ETrade Australia Ltd. announced its unaudited financial results for the second half of 2000 on Friday, and said its gross brokerage revenue dropped a huge 43 percent from the previous half. This was primarily due to a combination of a 21 percent decrease in trading volumes on the Australian Stock Exchange and a 25 percent drop in brokerage fees.
Although overall sales grew 8.4 percent to A$7.99 million (US$4.22 million), it wasn't enough to stop the company falling short of a profit, instead making a pre-abnormal loss of A$7.93 million.
ETrade also recorded an abnormal "non-cash marketing" expense of A$18.14 million, which represents the value of shares issued to ANZ as part of a three-year alliance between the companies. As part of the deal, ANZ has the opportunity to attain up to 40 percent equity in ETrade while in return ETrade is able to access ANZ's four-million-strong customer base in Australia and New Zealand.

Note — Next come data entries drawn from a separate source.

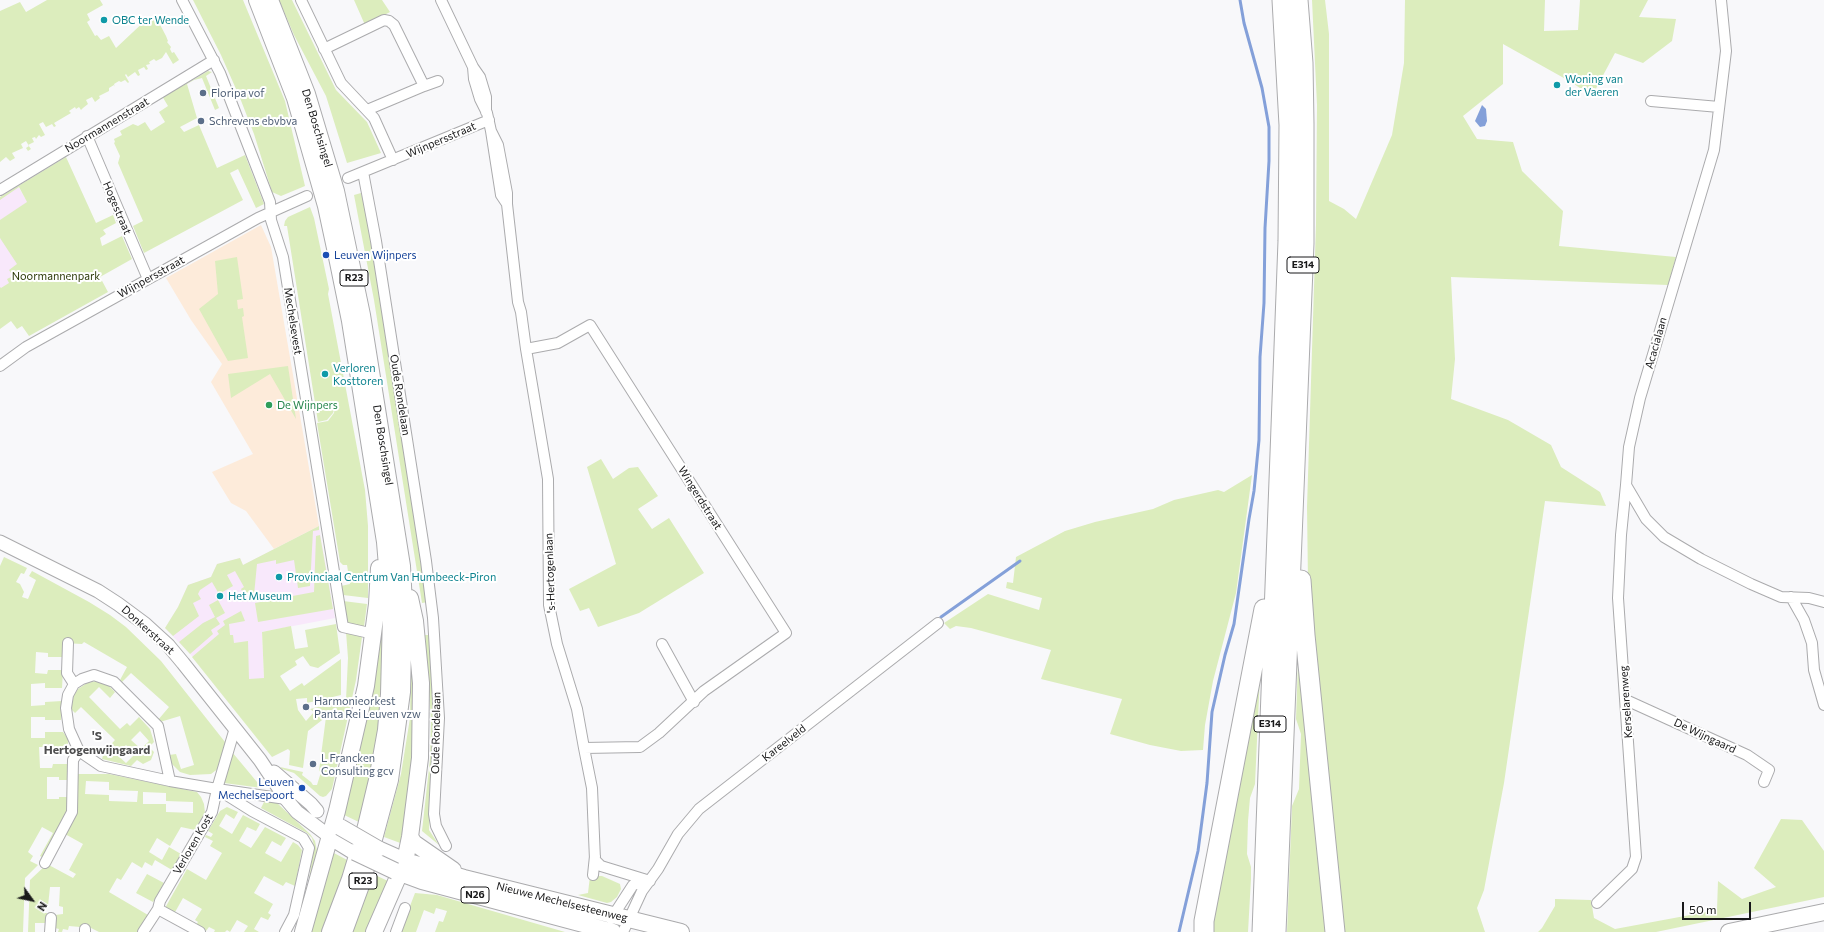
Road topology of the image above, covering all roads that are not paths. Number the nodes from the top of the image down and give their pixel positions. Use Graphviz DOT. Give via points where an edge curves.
graph roads {
  1 [pos="182,0"];
  2 [pos="257,0"];
  3 [pos="270,0"];
  4 [pos="301,0"];
  5 [pos="441,0"];
  6 [pos="1282,0"];
  7 [pos="1298,0"];
  8 [pos="1721,0"];
  9 [pos="324,49"];
  10 [pos="214,60"];
  11 [pos="438,80"];
  12 [pos="424,86"];
  13 [pos="1651,101"];
  14 [pos="1719,107"];
  15 [pos="367,110"];
  16 [pos="488,116"];
  17 [pos="87,136"];
  18 [pos="393,160"];
  19 [pos="363,172"];
  20 [pos="348,178"];
  21 [pos="0,190"];
  22 [pos="307,196"];
  23 [pos="270,211"];
  24 [pos="148,279"];
  25 [pos="526,348"];
  26 [pos="0,366"];
  27 [pos="1626,485"];
  28 [pos="1278,515"];
  29 [pos="1292,530"];
  30 [pos="0,542"];
  31 [pos="385,542"];
  32 [pos="402,566"];
  33 [pos="1793,598"];
  34 [pos="1824,602"];
  35 [pos="433,618"];
  36 [pos="415,621"];
  37 [pos="938,623"];
  38 [pos="374,634"];
  39 [pos="68,643"];
  40 [pos="662,644"];
  41 [pos="74,684"];
  42 [pos="1626,700"];
  43 [pos="694,702"];
  44 [pos="1824,705"];
  45 [pos="235,728"];
  46 [pos="584,748"];
  47 [pos="79,751"];
  48 [pos="260,760"];
  49 [pos="170,781"];
  50 [pos="1764,782"];
  51 [pos="218,789"];
  52 [pos="259,796"];
  53 [pos="286,799"];
  54 [pos="252,811"];
  55 [pos="317,811"];
  56 [pos="372,827"];
  57 [pos="335,832"];
  58 [pos="410,837"];
  59 [pos="446,846"];
  60 [pos="594,856"];
  61 [pos="45,863"];
  62 [pos="400,866"];
  63 [pos="593,875"];
  64 [pos="464,878"];
  65 [pos="650,881"];
  66 [pos="1597,903"];
  67 [pos="406,908"];
  68 [pos="158,909"];
  69 [pos="1824,912"];
  70 [pos="613,915"];
  71 [pos="51,918"];
  72 [pos="626,925"];
  73 [pos="1202,928"];
  74 [pos="608,931"];
  75 [pos="50,932"];
  76 [pos="143,932"];
  77 [pos="200,932"];
  78 [pos="285,932"];
  79 [pos="303,932"];
  80 [pos="330,932"];
  81 [pos="344,932"];
  82 [pos="374,932"];
  83 [pos="396,932"];
  84 [pos="682,932"];
  85 [pos="1262,932"];
  86 [pos="1276,932"];
  87 [pos="1335,932"];
  88 [pos="1729,932"];
  1 -- 10 [label="street, Mechelsevest"];
  2 -- 31 [label="main road, Den Boschsingel / R23" via="295,98 326,206 350,321"];
  3 -- 32 [label="main road, Den Boschsingel / R23" via="308,94 336,191 362,315"];
  4 -- 9 [label="street"];
  5 -- 16 [label="street, 's-Hertogenlaan" via="473,67 480,76"];
  6 -- 28 [label="highway, E314" via="1289,117 1288,226"];
  7 -- 29 [label="highway, E314" via="1304,116 1304,236"];
  8 -- 14 [label="street, Acacialaan" via="1726,51"];
  9 -- 12 [label="street" via="384,20 388,21 395,26"];
  9 -- 15 [label="street" via="341,83"];
  10 -- 17 [label="street, Noormannenstraat"];
  10 -- 23 [label="street, Mechelsevest" via="270,202"];
  11 -- 12 [label="street"];
  12 -- 15 [label="street"];
  13 -- 14 [label="street"];
  14 -- 27 [label="street, Acacialaan" via="1714,150 1640,398 1629,446"];
  15 -- 18 [label="street" via="374,118"];
  16 -- 18 [label="street, Wijnpersstraat"];
  16 -- 25 [label="street, 's-Hertogenlaan" via="501,195 507,204"];
  17 -- 21 [label="street, Noormannenstraat"];
  17 -- 24 [label="street, Hogestraat"];
  18 -- 19 [label="street, Wijnpersstraat"];
  19 -- 20 [label="street, Wijnpersstraat"];
  19 -- 35 [label="street, Oude Rondelaan" via="417,498"];
  22 -- 23 [label="street, Wijnpersstraat"];
  23 -- 24 [label="street, Wijnpersstraat"];
  23 -- 38 [label="street, Mechelsevest" via="283,257 343,627"];
  24 -- 26 [label="street, Wijnpersstraat" via="26,347"];
  25 -- 43 [label="street, Wingerdstraat" via="558,343 590,325 786,633 704,691"];
  25 -- 46 [label="street, 's-Hertogenlaan" via="548,479 549,605 557,644 577,709"];
  27 -- 33 [label="street" via="1646,519 1664,537 1751,584 1781,597"];
  27 -- 42 [label="street, Kerselarenweg" via="1618,598"];
  28 -- 73 [label="highway" via="1270,533 1264,614"];
  28 -- 85 [label="highway, E314"];
  29 -- 86 [label="highway, E314"];
  29 -- 87 [label="highway" via="1300,552 1305,635"];
  30 -- 45 [label="street, Donkerstraat" via="98,591 145,624 168,645"];
  31 -- 38 [label="main road" via="379,554"];
  31 -- 56 [label="main road, Den Boschsingel / R23" via="391,614 389,694"];
  32 -- 36 [label="main road"];
  32 -- 56 [label="main road, Den Boschsingel / R23" via="402,692 390,780"];
  33 -- 34 [label="street" via="1809,598"];
  33 -- 44 [label="street" via="1812,643 1814,670"];
  35 -- 36 [label="street"];
  35 -- 59 [label="street, Oude Rondelaan" via="439,718 434,814 436,826"];
  36 -- 58 [label="main road" via="422,720"];
  37 -- 65 [label="street, Kareelveld" via="699,809 678,834"];
  38 -- 57 [label="main road" via="366,686"];
  39 -- 41 [label="street" via="67,673"];
  40 -- 43 [label="street"];
  41 -- 47 [label="street" via="68,696 67,720"];
  41 -- 49 [label="street" via="82,678 94,675 114,682 158,726"];
  42 -- 50 [label="street, De Wijngaard" via="1747,755 1769,770"];
  42 -- 66 [label="street, Kerselarenweg" via="1635,863"];
  43 -- 46 [label="street, Wingerdstraat" via="640,747"];
  45 -- 48 [label="street, Donkerstraat"];
  45 -- 51 [label="street, Verloren Kost"];
  46 -- 60 [label="street, 's-Hertogenlaan" via="592,788"];
  47 -- 49 [label="street" via="101,766"];
  47 -- 61 [label="street" via="73,760 72,812"];
  48 -- 53 [label="street, Donkerstraat"];
  48 -- 55 [label="street, Donkerstraat"];
  49 -- 51 [label="street"];
  51 -- 52 [label="street"];
  51 -- 54 [label="street"];
  51 -- 68 [label="street, Verloren Kost" via="212,812 160,901"];
  52 -- 53 [label="street"];
  52 -- 54 [label="street"];
  53 -- 55 [label="street"];
  53 -- 57 [label="street, Donkerstraat" via="297,812"];
  54 -- 78 [label="street" via="303,838 309,848 294,914"];
  55 -- 57 [label="street, Donkerstraat"];
  56 -- 80 [label="main road, R23"];
  56 -- 81 [label="main road, R23" via="363,880"];
  57 -- 62 [label="main road, Nieuwe Mechelsesteenweg / N26, bridge" via="378,849"];
  57 -- 79 [label="main road"];
  58 -- 62 [label="main road"];
  58 -- 64 [label="main road" via="414,843"];
  60 -- 63 [label="street, 's-Hertogenlaan"];
  60 -- 65 [label="street" via="601,866"];
  62 -- 64 [label="main road, Nieuwe Mechelsesteenweg / N26"];
  62 -- 74 [label="main road, Nieuwe Mechelsesteenweg / N26" via="422,881"];
  62 -- 82 [label="main road"];
  64 -- 70 [label="main road, Nieuwe Mechelsesteenweg / N26"];
  65 -- 70 [label="street" via="633,885"];
  65 -- 72 [label="street, Kareelveld" via="642,891"];
  67 -- 83 [label="street"];
  68 -- 76 [label="street, Verloren Kost"];
  68 -- 77 [label="street"];
  69 -- 88 [label="main road"];
  70 -- 72 [label="main road, Nieuwe Mechelsesteenweg / N26"];
  70 -- 74 [label="street"];
  71 -- 75 [label="street"];
  72 -- 84 [label="main road, Nieuwe Mechelsesteenweg / N26"];
}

Since October, the alliance has accounted for 23 percent of all trades, and should the trend continue through to the end of March, ANZ will be issued with further shares.
Although ETrade introduced "Visitor Trade" during the period, it also managed to increase the number of customer accounts by 33 percent, giving the company an account base of 73,000.
Michael Deleray, group chief executive officer of ETrade Australia, was happy with the results. "We are extremely pleased with our customer growth and the diversification and expansion of our revenue streams and product offerings. These will start to generate additional revenues during the current quarter, despite the fact that retail trading volumes are below expectations," he said. "This expansion of the business, coupled with our outstanding alliance with ANZ Bank, positions the company well for future growth."
ETrade's cash position at the end of the December half was A$16.2 million, Deleray said.